## EXERCISE BRIEF:
Copy every line from the records below that carries the word "Boulevard".

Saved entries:

********

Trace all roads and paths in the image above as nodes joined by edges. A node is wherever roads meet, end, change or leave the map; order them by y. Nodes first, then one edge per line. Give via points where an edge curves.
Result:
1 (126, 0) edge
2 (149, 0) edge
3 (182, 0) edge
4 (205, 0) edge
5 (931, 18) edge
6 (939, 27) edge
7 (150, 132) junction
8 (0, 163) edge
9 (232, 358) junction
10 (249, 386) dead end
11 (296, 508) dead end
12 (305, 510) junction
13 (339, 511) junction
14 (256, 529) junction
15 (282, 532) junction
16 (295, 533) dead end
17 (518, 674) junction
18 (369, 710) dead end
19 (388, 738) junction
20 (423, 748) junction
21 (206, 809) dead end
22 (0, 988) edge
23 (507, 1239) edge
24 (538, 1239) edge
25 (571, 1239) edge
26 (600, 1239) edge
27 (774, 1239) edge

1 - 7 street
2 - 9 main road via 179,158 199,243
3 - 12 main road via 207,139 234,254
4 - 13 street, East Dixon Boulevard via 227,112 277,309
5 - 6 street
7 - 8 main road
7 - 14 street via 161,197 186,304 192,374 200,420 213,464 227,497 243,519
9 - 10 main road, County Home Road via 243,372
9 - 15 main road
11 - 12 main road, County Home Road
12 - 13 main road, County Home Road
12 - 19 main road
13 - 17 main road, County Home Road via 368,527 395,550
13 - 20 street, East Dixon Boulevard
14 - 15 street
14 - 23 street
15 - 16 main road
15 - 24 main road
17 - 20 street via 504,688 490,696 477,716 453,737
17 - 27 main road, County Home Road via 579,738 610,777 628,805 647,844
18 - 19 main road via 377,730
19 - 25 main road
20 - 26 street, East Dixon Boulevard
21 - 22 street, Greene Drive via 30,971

********

## SOLUTION FOR THIS TASK:
4 - 13 street, East Dixon Boulevard via 227,112 277,309
13 - 20 street, East Dixon Boulevard
20 - 26 street, East Dixon Boulevard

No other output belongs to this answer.